On the other side, Peronism takes refuge in its historical electoral floor of 40%, a barrier that non-Peronist factions struggle to breach. This allows Peronism to engage in numerous blunders that have historically cost Argentina dearly, while becoming mired in paralyzing internal disputes, seemingly unconcerned about the clear risks to its own survival.

The article highlights the difficulty Peronism faces in initiating a virtuous cycle of renewal. Similarly, many non-Kirchnerist Peronists seem terrified of breaking away from the Kirhcnerist "mothership" to build a new electoral offering. They are burdened by an immediate past that provides a comfortable base but limits their potential unless they benefit from their opponents' errors.

Consequently, the Justicialist universe appears to bet more on Milei's tendency towards self-harm than on constructing a superior alternative. The prolonged debate over Manuel Adorni's departure from the government, though eventually resolved, was a source of lament rather than satisfaction for the opposition, who had sought to provoke Milei into keeping him. The President's stubborn refusal to yield to demands from adversaries, whether internal or external, led to an unnecessarily costly and prolonged ordeal.

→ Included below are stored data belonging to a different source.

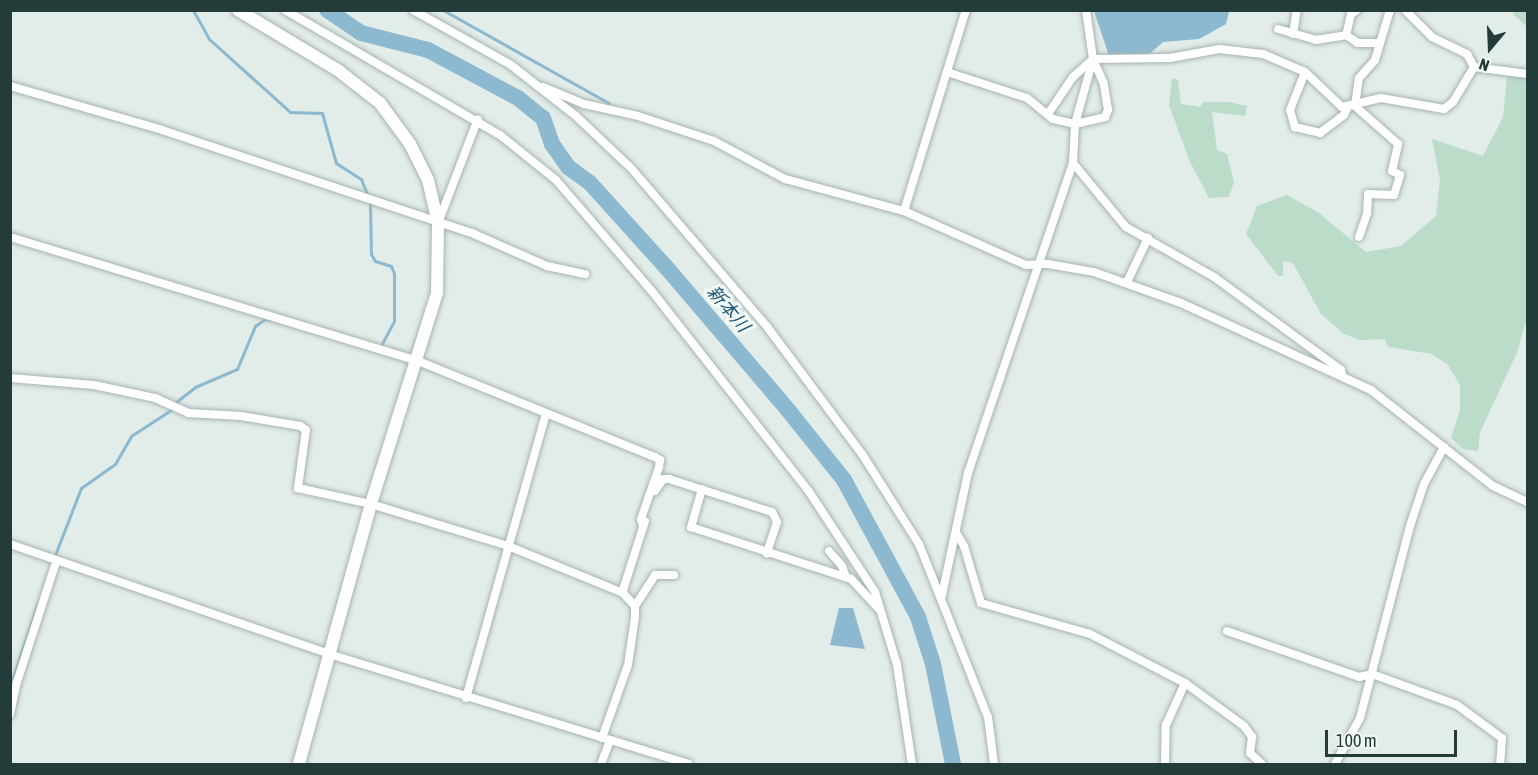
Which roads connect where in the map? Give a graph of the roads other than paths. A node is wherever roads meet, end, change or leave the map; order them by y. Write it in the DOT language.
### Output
graph roads {
  1 [pos="238,10"];
  2 [pos="285,10"];
  3 [pos="413,10"];
  4 [pos="966,10"];
  5 [pos="1086,10"];
  6 [pos="1298,10"];
  7 [pos="1357,10"];
  8 [pos="1390,10"];
  9 [pos="1405,10"];
  10 [pos="1278,29"];
  11 [pos="1293,34"];
  12 [pos="1346,35"];
  13 [pos="1379,43"];
  14 [pos="1093,59"];
  15 [pos="1474,67"];
  16 [pos="947,72"];
  17 [pos="1305,72"];
  18 [pos="1527,74"];
  19 [pos="10,86"];
  20 [pos="543,87"];
  21 [pos="1352,107"];
  22 [pos="1048,114"];
  23 [pos="478,119"];
  24 [pos="1075,124"];
  25 [pos="1073,162"];
  26 [pos="904,211"];
  27 [pos="438,223"];
  28 [pos="10,237"];
  29 [pos="1359,237"];
  30 [pos="1148,238"];
  31 [pos="1040,265"];
  32 [pos="585,274"];
  33 [pos="1127,282"];
  34 [pos="417,361"];
  35 [pos="1342,375"];
  36 [pos="10,378"];
  37 [pos="546,414"];
  38 [pos="1444,447"];
  39 [pos="702,489"];
  40 [pos="1527,502"];
  41 [pos="371,504"];
  42 [pos="643,526"];
  43 [pos="957,534"];
  44 [pos="10,544"];
  45 [pos="508,546"];
  46 [pos="829,551"];
  47 [pos="767,553"];
  48 [pos="56,562"];
  49 [pos="674,575"];
  50 [pos="846,578"];
  51 [pos="623,593"];
  52 [pos="942,596"];
  53 [pos="634,606"];
  54 [pos="883,613"];
  55 [pos="1227,632"];
  56 [pos="329,654"];
  57 [pos="1372,674"];
  58 [pos="1185,683"];
  59 [pos="466,698"];
  60 [pos="10,714"];
  61 [pos="606,740"];
  62 [pos="299,765"];
  63 [pos="601,765"];
  64 [pos="689,765"];
  65 [pos="912,765"];
  66 [pos="994,765"];
  67 [pos="1165,765"];
  68 [pos="1262,765"];
  69 [pos="1335,765"];
  70 [pos="1500,765"];
  1 -- 27 [label="street"];
  2 -- 23 [label="street"];
  3 -- 20 [label="street"];
  4 -- 16 [label="street"];
  5 -- 14 [label="street"];
  6 -- 11 [label="street"];
  7 -- 12 [label="street"];
  8 -- 13 [label="street"];
  9 -- 15 [label="street"];
  10 -- 11 [label="street"];
  11 -- 12 [label="street"];
  12 -- 13 [label="street"];
  13 -- 21 [label="street"];
  14 -- 17 [label="street"];
  14 -- 22 [label="street"];
  14 -- 24 [label="street"];
  14 -- 24 [label="street"];
  15 -- 18 [label="street"];
  15 -- 21 [label="street"];
  16 -- 22 [label="street"];
  16 -- 26 [label="street"];
  17 -- 21 [label="street"];
  17 -- 21 [label="street"];
  19 -- 27 [label="street"];
  20 -- 26 [label="street"];
  20 -- 52 [label="street"];
  21 -- 29 [label="street"];
  22 -- 24 [label="street"];
  23 -- 27 [label="street"];
  23 -- 54 [label="street"];
  24 -- 25 [label="street"];
  25 -- 30 [label="street"];
  25 -- 31 [label="street"];
  26 -- 31 [label="street"];
  27 -- 32 [label="street"];
  27 -- 34 [label="street"];
  28 -- 34 [label="street"];
  30 -- 33 [label="street"];
  30 -- 35 [label="street"];
  31 -- 33 [label="street"];
  31 -- 43 [label="street"];
  33 -- 35 [label="street"];
  34 -- 37 [label="street"];
  34 -- 41 [label="street"];
  35 -- 38 [label="street"];
  36 -- 41 [label="street"];
  37 -- 42 [label="street"];
  37 -- 45 [label="street"];
  38 -- 40 [label="street"];
  38 -- 57 [label="street"];
  39 -- 42 [label="street"];
  39 -- 47 [label="street"];
  39 -- 47 [label="street"];
  41 -- 45 [label="street"];
  41 -- 56 [label="street"];
  42 -- 51 [label="street"];
  43 -- 52 [label="street"];
  43 -- 58 [label="street"];
  44 -- 48 [label="street"];
  45 -- 51 [label="street"];
  45 -- 59 [label="street"];
  46 -- 50 [label="street"];
  47 -- 50 [label="street"];
  48 -- 56 [label="street"];
  48 -- 60 [label="street"];
  49 -- 53 [label="street"];
  50 -- 54 [label="street"];
  51 -- 53 [label="street"];
  52 -- 66 [label="street"];
  53 -- 61 [label="street"];
  54 -- 65 [label="street"];
  55 -- 57 [label="street"];
  56 -- 59 [label="street"];
  56 -- 62 [label="street"];
  57 -- 69 [label="street"];
  57 -- 70 [label="street"];
  58 -- 67 [label="street"];
  58 -- 68 [label="street"];
  59 -- 61 [label="street"];
  61 -- 63 [label="street"];
  61 -- 64 [label="street"];
}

Recent legislative elections indicated that the political landscape, despite cyclical shifts, has not structurally changed. It has largely reverted to the configuration seen before the 2015 presidential elections, when the Milei movement seemed poised to permanently alter the map in historically Justicialist strongholds. The core division between Peronism and non-Peronism continues to organize Argentine politics, regardless of changing labels, as consistently shown by electoral maps analyzed by sociologist Luis Costa. Similar to past political phenomena like the "Alfonsinist spring," the "Alliance illusion," and to a lesser extent, the "Macri irruption" among non-Kirchnerist Peronist voters, no significant shift has fundamentally altered this deep-seated division.